»»

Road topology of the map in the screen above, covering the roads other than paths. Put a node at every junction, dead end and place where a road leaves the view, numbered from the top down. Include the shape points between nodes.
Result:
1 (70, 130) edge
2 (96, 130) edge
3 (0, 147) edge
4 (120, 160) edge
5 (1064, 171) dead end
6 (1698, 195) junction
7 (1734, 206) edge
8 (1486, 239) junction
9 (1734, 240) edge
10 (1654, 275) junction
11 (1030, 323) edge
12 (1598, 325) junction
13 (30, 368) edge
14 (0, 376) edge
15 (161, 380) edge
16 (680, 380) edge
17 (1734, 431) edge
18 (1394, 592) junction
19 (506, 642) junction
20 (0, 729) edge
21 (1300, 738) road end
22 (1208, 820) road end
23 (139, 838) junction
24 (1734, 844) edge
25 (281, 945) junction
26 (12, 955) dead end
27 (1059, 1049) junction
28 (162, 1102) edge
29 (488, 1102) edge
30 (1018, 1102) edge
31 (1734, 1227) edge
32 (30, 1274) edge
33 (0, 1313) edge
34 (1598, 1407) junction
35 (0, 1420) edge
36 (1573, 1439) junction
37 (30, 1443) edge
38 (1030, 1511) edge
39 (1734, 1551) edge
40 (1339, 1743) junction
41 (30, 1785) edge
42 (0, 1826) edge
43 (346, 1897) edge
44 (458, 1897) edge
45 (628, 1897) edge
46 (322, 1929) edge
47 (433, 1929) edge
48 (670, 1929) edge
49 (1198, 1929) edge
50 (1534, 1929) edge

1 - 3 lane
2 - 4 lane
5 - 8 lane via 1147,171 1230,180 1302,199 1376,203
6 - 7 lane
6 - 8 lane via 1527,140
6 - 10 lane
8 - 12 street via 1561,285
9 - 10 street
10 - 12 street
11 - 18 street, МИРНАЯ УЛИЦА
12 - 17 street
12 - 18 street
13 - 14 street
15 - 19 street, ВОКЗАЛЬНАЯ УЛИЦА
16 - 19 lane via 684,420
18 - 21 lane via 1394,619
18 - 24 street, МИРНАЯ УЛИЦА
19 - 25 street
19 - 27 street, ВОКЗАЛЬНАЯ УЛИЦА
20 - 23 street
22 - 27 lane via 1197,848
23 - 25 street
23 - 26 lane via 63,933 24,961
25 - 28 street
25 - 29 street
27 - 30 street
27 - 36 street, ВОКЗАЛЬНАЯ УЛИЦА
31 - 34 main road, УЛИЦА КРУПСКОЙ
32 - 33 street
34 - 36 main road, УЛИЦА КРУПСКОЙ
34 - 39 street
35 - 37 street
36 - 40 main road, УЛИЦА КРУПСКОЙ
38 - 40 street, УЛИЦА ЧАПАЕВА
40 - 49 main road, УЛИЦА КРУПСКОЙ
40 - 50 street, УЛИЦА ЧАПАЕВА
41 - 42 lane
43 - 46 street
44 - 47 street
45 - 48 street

««

Repeat every record above exactly as it appears.

**Reply**
Road topology of the map in the screen above, covering the roads other than paths. Put a node at every junction, dead end and place where a road leaves the view, numbered from the top down. Include the shape points between nodes.
Result:
1 (70, 130) edge
2 (96, 130) edge
3 (0, 147) edge
4 (120, 160) edge
5 (1064, 171) dead end
6 (1698, 195) junction
7 (1734, 206) edge
8 (1486, 239) junction
9 (1734, 240) edge
10 (1654, 275) junction
11 (1030, 323) edge
12 (1598, 325) junction
13 (30, 368) edge
14 (0, 376) edge
15 (161, 380) edge
16 (680, 380) edge
17 (1734, 431) edge
18 (1394, 592) junction
19 (506, 642) junction
20 (0, 729) edge
21 (1300, 738) road end
22 (1208, 820) road end
23 (139, 838) junction
24 (1734, 844) edge
25 (281, 945) junction
26 (12, 955) dead end
27 (1059, 1049) junction
28 (162, 1102) edge
29 (488, 1102) edge
30 (1018, 1102) edge
31 (1734, 1227) edge
32 (30, 1274) edge
33 (0, 1313) edge
34 (1598, 1407) junction
35 (0, 1420) edge
36 (1573, 1439) junction
37 (30, 1443) edge
38 (1030, 1511) edge
39 (1734, 1551) edge
40 (1339, 1743) junction
41 (30, 1785) edge
42 (0, 1826) edge
43 (346, 1897) edge
44 (458, 1897) edge
45 (628, 1897) edge
46 (322, 1929) edge
47 (433, 1929) edge
48 (670, 1929) edge
49 (1198, 1929) edge
50 (1534, 1929) edge

1 - 3 lane
2 - 4 lane
5 - 8 lane via 1147,171 1230,180 1302,199 1376,203
6 - 7 lane
6 - 8 lane via 1527,140
6 - 10 lane
8 - 12 street via 1561,285
9 - 10 street
10 - 12 street
11 - 18 street, МИРНАЯ УЛИЦА
12 - 17 street
12 - 18 street
13 - 14 street
15 - 19 street, ВОКЗАЛЬНАЯ УЛИЦА
16 - 19 lane via 684,420
18 - 21 lane via 1394,619
18 - 24 street, МИРНАЯ УЛИЦА
19 - 25 street
19 - 27 street, ВОКЗАЛЬНАЯ УЛИЦА
20 - 23 street
22 - 27 lane via 1197,848
23 - 25 street
23 - 26 lane via 63,933 24,961
25 - 28 street
25 - 29 street
27 - 30 street
27 - 36 street, ВОКЗАЛЬНАЯ УЛИЦА
31 - 34 main road, УЛИЦА КРУПСКОЙ
32 - 33 street
34 - 36 main road, УЛИЦА КРУПСКОЙ
34 - 39 street
35 - 37 street
36 - 40 main road, УЛИЦА КРУПСКОЙ
38 - 40 street, УЛИЦА ЧАПАЕВА
40 - 49 main road, УЛИЦА КРУПСКОЙ
40 - 50 street, УЛИЦА ЧАПАЕВА
41 - 42 lane
43 - 46 street
44 - 47 street
45 - 48 street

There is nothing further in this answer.